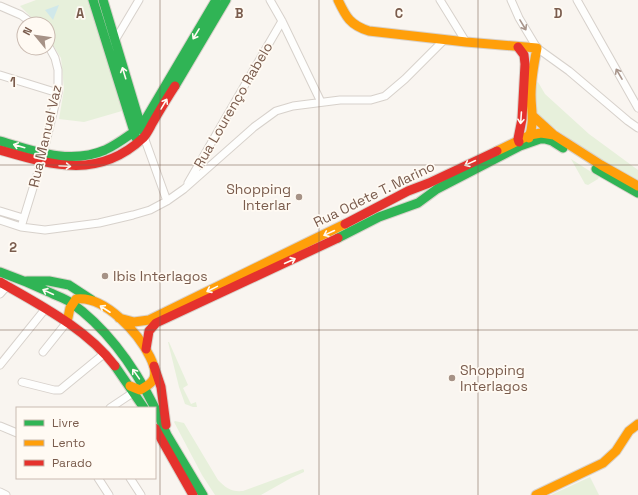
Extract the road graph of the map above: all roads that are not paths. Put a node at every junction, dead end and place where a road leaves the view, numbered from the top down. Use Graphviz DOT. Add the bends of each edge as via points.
graph roads {
  1 [pos="93,0"];
  2 [pos="103,0"];
  3 [pos="139,0"];
  4 [pos="216,0"];
  5 [pos="226,0"];
  6 [pos="270,0"];
  7 [pos="338,0"];
  8 [pos="440,0"];
  9 [pos="511,0"];
  10 [pos="577,0"];
  11 [pos="0,6"];
  12 [pos="22,16"];
  13 [pos="282,21"];
  14 [pos="444,40"];
  15 [pos="114,41"];
  16 [pos="466,42"];
  17 [pos="518,47"];
  18 [pos="537,48"];
  19 [pos="108,50"];
  20 [pos="54,56"];
  21 [pos="0,75"];
  22 [pos="58,93"];
  23 [pos="527,96"];
  24 [pos="321,102"];
  25 [pos="638,108"];
  26 [pos="533,116"];
  27 [pos="638,128"];
  28 [pos="138,130"];
  29 [pos="554,135"];
  30 [pos="140,140"];
  31 [pos="0,141"];
  32 [pos="524,141"];
  33 [pos="0,150"];
  34 [pos="205,154"];
  35 [pos="42,158"];
  36 [pos="216,161"];
  37 [pos="638,186"];
  38 [pos="184,189"];
  39 [pos="407,192"];
  40 [pos="638,193"];
  41 [pos="392,200"];
  42 [pos="167,201"];
  43 [pos="418,203"];
  44 [pos="409,207"];
  45 [pos="0,211"];
  46 [pos="398,211"];
  47 [pos="23,218"];
  48 [pos="0,220"];
  49 [pos="22,227"];
  50 [pos="0,272"];
  51 [pos="24,281"];
  52 [pos="4,284"];
  53 [pos="0,294"];
  54 [pos="92,300"];
  55 [pos="72,304"];
  56 [pos="46,308"];
  57 [pos="118,318"];
  58 [pos="67,322"];
  59 [pos="146,349"];
  60 [pos="43,352"];
  61 [pos="105,352"];
  62 [pos="0,364"];
  63 [pos="154,366"];
  64 [pos="22,382"];
  65 [pos="145,387"];
  66 [pos="132,389"];
  67 [pos="111,407"];
  68 [pos="143,407"];
  69 [pos="155,407"];
  70 [pos="156,410"];
  71 [pos="638,424"];
  72 [pos="0,426"];
  73 [pos="156,430"];
  74 [pos="16,433"];
  75 [pos="167,434"];
  76 [pos="99,479"];
  77 [pos="131,479"];
  78 [pos="0,492"];
  79 [pos="6,495"];
  80 [pos="109,495"];
  81 [pos="141,495"];
  82 [pos="193,495"];
  83 [pos="203,495"];
  84 [pos="536,495"];
  1 -- 19 [label="street"];
  2 -- 15 [label="street"];
  3 -- 15 [label="street"];
  4 -- 28 [label="street, one-way"];
  30 -- 5 [label="street, one-way"];
  6 -- 13 [label="street"];
  7 -- 14 [label="street" via="349,22 360,29"];
  8 -- 16 [label="street"];
  9 -- 18 [label="street, one-way"];
  25 -- 10 [label="street, one-way"];
  11 -- 12 [label="street"];
  13 -- 24 [label="street"];
  13 -- 34 [label="street, Rua Lourenço Rabelo"];
  14 -- 16 [label="street"];
  14 -- 24 [label="street" via="385,96 371,100"];
  15 -- 19 [label="street"];
  28 -- 15 [label="street, one-way"];
  16 -- 17 [label="street"];
  17 -- 18 [label="street"];
  17 -- 23 [label="street" via="525,58"];
  18 -- 23 [label="street"];
  18 -- 27 [label="street"];
  19 -- 28 [label="street"];
  20 -- 22 [label="street, Rua Manuel Vaz" via="58,70"];
  21 -- 22 [label="street"];
  22 -- 35 [label="street, Rua Manuel Vaz"];
  23 -- 26 [label="street"];
  23 -- 32 [label="street, one-way" via="522,119"];
  24 -- 36 [label="street" via="276,111"];
  26 -- 29 [label="street"];
  26 -- 32 [label="street"];
  28 -- 30 [label="street"];
  28 -- 35 [label="street" via="109,149 94,154"];
  29 -- 32 [label="street, Rua Odete T. Marino" via="541,133"];
  29 -- 37 [label="street"];
  35 -- 30 [label="street, one-way" via="58,166 87,166 113,157"];
  30 -- 42 [label="street"];
  35 -- 31 [label="street, one-way"];
  32 -- 39 [label="street, Rua Odete T. Marino, one-way"];
  32 -- 40 [label="street, Rua Odete T. Marino" via="552,141"];
  32 -- 43 [label="street, Rua Odete T. Marino" via="437,189"];
  33 -- 35 [label="street"];
  34 -- 36 [label="street"];
  34 -- 38 [label="street, Rua Lourenço Rabelo"];
  35 -- 47 [label="street, Rua Manuel Vaz"];
  36 -- 38 [label="street"];
  38 -- 42 [label="street"];
  39 -- 41 [label="street, Rua Odete T. Marino"];
  39 -- 43 [label="street" via="417,195"];
  39 -- 44 [label="street" via="404,202"];
  41 -- 46 [label="street" via="398,205"];
  41 -- 57 [label="street, Rua Odete T. Marino, one-way" via="149,320 134,322"];
  42 -- 49 [label="street" via="150,210 99,223 45,230"];
  43 -- 44 [label="street, Rua Odete T. Marino"];
  44 -- 46 [label="street, Rua Odete T. Marino"];
  45 -- 47 [label="street"];
  59 -- 46 [label="street, Rua Odete T. Marino, one-way" via="147,334 156,323 379,217"];
  47 -- 49 [label="street, Rua Manuel Vaz"];
  48 -- 49 [label="street"];
  50 -- 51 [label="street"];
  51 -- 54 [label="street" via="49,281 68,285"];
  55 -- 51 [label="street, one-way"];
  52 -- 53 [label="street"];
  52 -- 56 [label="street"];
  54 -- 55 [label="street" via="79,298"];
  57 -- 54 [label="street, one-way"];
  55 -- 58 [label="street"];
  65 -- 55 [label="street, one-way" via="116,347"];
  56 -- 58 [label="street"];
  56 -- 62 [label="street"];
  57 -- 59 [label="street" via="134,332"];
  58 -- 60 [label="street"];
  58 -- 61 [label="street"];
  59 -- 63 [label="street"];
  61 -- 64 [label="street" via="60,390"];
  61 -- 66 [label="street"];
  63 -- 65 [label="street" via="154,377"];
  63 -- 75 [label="street" via="161,388"];
  65 -- 66 [label="street"];
  65 -- 69 [label="street"];
  66 -- 67 [label="street"];
  66 -- 68 [label="street"];
  70 -- 75 [label="street"];
  71 -- 84 [label="street" via="629,431 616,451 603,463"];
  72 -- 74 [label="street"];
  73 -- 82 [label="street"];
  75 -- 83 [label="street"];
  76 -- 80 [label="street"];
  77 -- 81 [label="street"];
  78 -- 79 [label="street"];
}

● What you will do
The whole listing above is to be printed again exactly; pictures stay out of it.

● Your solution
Extract the road graph of the map above: all roads that are not paths. Put a node at every junction, dead end and place where a road leaves the view, numbered from the top down. Use Graphviz DOT. Add the bends of each edge as via points.
graph roads {
  1 [pos="93,0"];
  2 [pos="103,0"];
  3 [pos="139,0"];
  4 [pos="216,0"];
  5 [pos="226,0"];
  6 [pos="270,0"];
  7 [pos="338,0"];
  8 [pos="440,0"];
  9 [pos="511,0"];
  10 [pos="577,0"];
  11 [pos="0,6"];
  12 [pos="22,16"];
  13 [pos="282,21"];
  14 [pos="444,40"];
  15 [pos="114,41"];
  16 [pos="466,42"];
  17 [pos="518,47"];
  18 [pos="537,48"];
  19 [pos="108,50"];
  20 [pos="54,56"];
  21 [pos="0,75"];
  22 [pos="58,93"];
  23 [pos="527,96"];
  24 [pos="321,102"];
  25 [pos="638,108"];
  26 [pos="533,116"];
  27 [pos="638,128"];
  28 [pos="138,130"];
  29 [pos="554,135"];
  30 [pos="140,140"];
  31 [pos="0,141"];
  32 [pos="524,141"];
  33 [pos="0,150"];
  34 [pos="205,154"];
  35 [pos="42,158"];
  36 [pos="216,161"];
  37 [pos="638,186"];
  38 [pos="184,189"];
  39 [pos="407,192"];
  40 [pos="638,193"];
  41 [pos="392,200"];
  42 [pos="167,201"];
  43 [pos="418,203"];
  44 [pos="409,207"];
  45 [pos="0,211"];
  46 [pos="398,211"];
  47 [pos="23,218"];
  48 [pos="0,220"];
  49 [pos="22,227"];
  50 [pos="0,272"];
  51 [pos="24,281"];
  52 [pos="4,284"];
  53 [pos="0,294"];
  54 [pos="92,300"];
  55 [pos="72,304"];
  56 [pos="46,308"];
  57 [pos="118,318"];
  58 [pos="67,322"];
  59 [pos="146,349"];
  60 [pos="43,352"];
  61 [pos="105,352"];
  62 [pos="0,364"];
  63 [pos="154,366"];
  64 [pos="22,382"];
  65 [pos="145,387"];
  66 [pos="132,389"];
  67 [pos="111,407"];
  68 [pos="143,407"];
  69 [pos="155,407"];
  70 [pos="156,410"];
  71 [pos="638,424"];
  72 [pos="0,426"];
  73 [pos="156,430"];
  74 [pos="16,433"];
  75 [pos="167,434"];
  76 [pos="99,479"];
  77 [pos="131,479"];
  78 [pos="0,492"];
  79 [pos="6,495"];
  80 [pos="109,495"];
  81 [pos="141,495"];
  82 [pos="193,495"];
  83 [pos="203,495"];
  84 [pos="536,495"];
  1 -- 19 [label="street"];
  2 -- 15 [label="street"];
  3 -- 15 [label="street"];
  4 -- 28 [label="street, one-way"];
  30 -- 5 [label="street, one-way"];
  6 -- 13 [label="street"];
  7 -- 14 [label="street" via="349,22 360,29"];
  8 -- 16 [label="street"];
  9 -- 18 [label="street, one-way"];
  25 -- 10 [label="street, one-way"];
  11 -- 12 [label="street"];
  13 -- 24 [label="street"];
  13 -- 34 [label="street, Rua Lourenço Rabelo"];
  14 -- 16 [label="street"];
  14 -- 24 [label="street" via="385,96 371,100"];
  15 -- 19 [label="street"];
  28 -- 15 [label="street, one-way"];
  16 -- 17 [label="street"];
  17 -- 18 [label="street"];
  17 -- 23 [label="street" via="525,58"];
  18 -- 23 [label="street"];
  18 -- 27 [label="street"];
  19 -- 28 [label="street"];
  20 -- 22 [label="street, Rua Manuel Vaz" via="58,70"];
  21 -- 22 [label="street"];
  22 -- 35 [label="street, Rua Manuel Vaz"];
  23 -- 26 [label="street"];
  23 -- 32 [label="street, one-way" via="522,119"];
  24 -- 36 [label="street" via="276,111"];
  26 -- 29 [label="street"];
  26 -- 32 [label="street"];
  28 -- 30 [label="street"];
  28 -- 35 [label="street" via="109,149 94,154"];
  29 -- 32 [label="street, Rua Odete T. Marino" via="541,133"];
  29 -- 37 [label="street"];
  35 -- 30 [label="street, one-way" via="58,166 87,166 113,157"];
  30 -- 42 [label="street"];
  35 -- 31 [label="street, one-way"];
  32 -- 39 [label="street, Rua Odete T. Marino, one-way"];
  32 -- 40 [label="street, Rua Odete T. Marino" via="552,141"];
  32 -- 43 [label="street, Rua Odete T. Marino" via="437,189"];
  33 -- 35 [label="street"];
  34 -- 36 [label="street"];
  34 -- 38 [label="street, Rua Lourenço Rabelo"];
  35 -- 47 [label="street, Rua Manuel Vaz"];
  36 -- 38 [label="street"];
  38 -- 42 [label="street"];
  39 -- 41 [label="street, Rua Odete T. Marino"];
  39 -- 43 [label="street" via="417,195"];
  39 -- 44 [label="street" via="404,202"];
  41 -- 46 [label="street" via="398,205"];
  41 -- 57 [label="street, Rua Odete T. Marino, one-way" via="149,320 134,322"];
  42 -- 49 [label="street" via="150,210 99,223 45,230"];
  43 -- 44 [label="street, Rua Odete T. Marino"];
  44 -- 46 [label="street, Rua Odete T. Marino"];
  45 -- 47 [label="street"];
  59 -- 46 [label="street, Rua Odete T. Marino, one-way" via="147,334 156,323 379,217"];
  47 -- 49 [label="street, Rua Manuel Vaz"];
  48 -- 49 [label="street"];
  50 -- 51 [label="street"];
  51 -- 54 [label="street" via="49,281 68,285"];
  55 -- 51 [label="street, one-way"];
  52 -- 53 [label="street"];
  52 -- 56 [label="street"];
  54 -- 55 [label="street" via="79,298"];
  57 -- 54 [label="street, one-way"];
  55 -- 58 [label="street"];
  65 -- 55 [label="street, one-way" via="116,347"];
  56 -- 58 [label="street"];
  56 -- 62 [label="street"];
  57 -- 59 [label="street" via="134,332"];
  58 -- 60 [label="street"];
  58 -- 61 [label="street"];
  59 -- 63 [label="street"];
  61 -- 64 [label="street" via="60,390"];
  61 -- 66 [label="street"];
  63 -- 65 [label="street" via="154,377"];
  63 -- 75 [label="street" via="161,388"];
  65 -- 66 [label="street"];
  65 -- 69 [label="street"];
  66 -- 67 [label="street"];
  66 -- 68 [label="street"];
  70 -- 75 [label="street"];
  71 -- 84 [label="street" via="629,431 616,451 603,463"];
  72 -- 74 [label="street"];
  73 -- 82 [label="street"];
  75 -- 83 [label="street"];
  76 -- 80 [label="street"];
  77 -- 81 [label="street"];
  78 -- 79 [label="street"];
}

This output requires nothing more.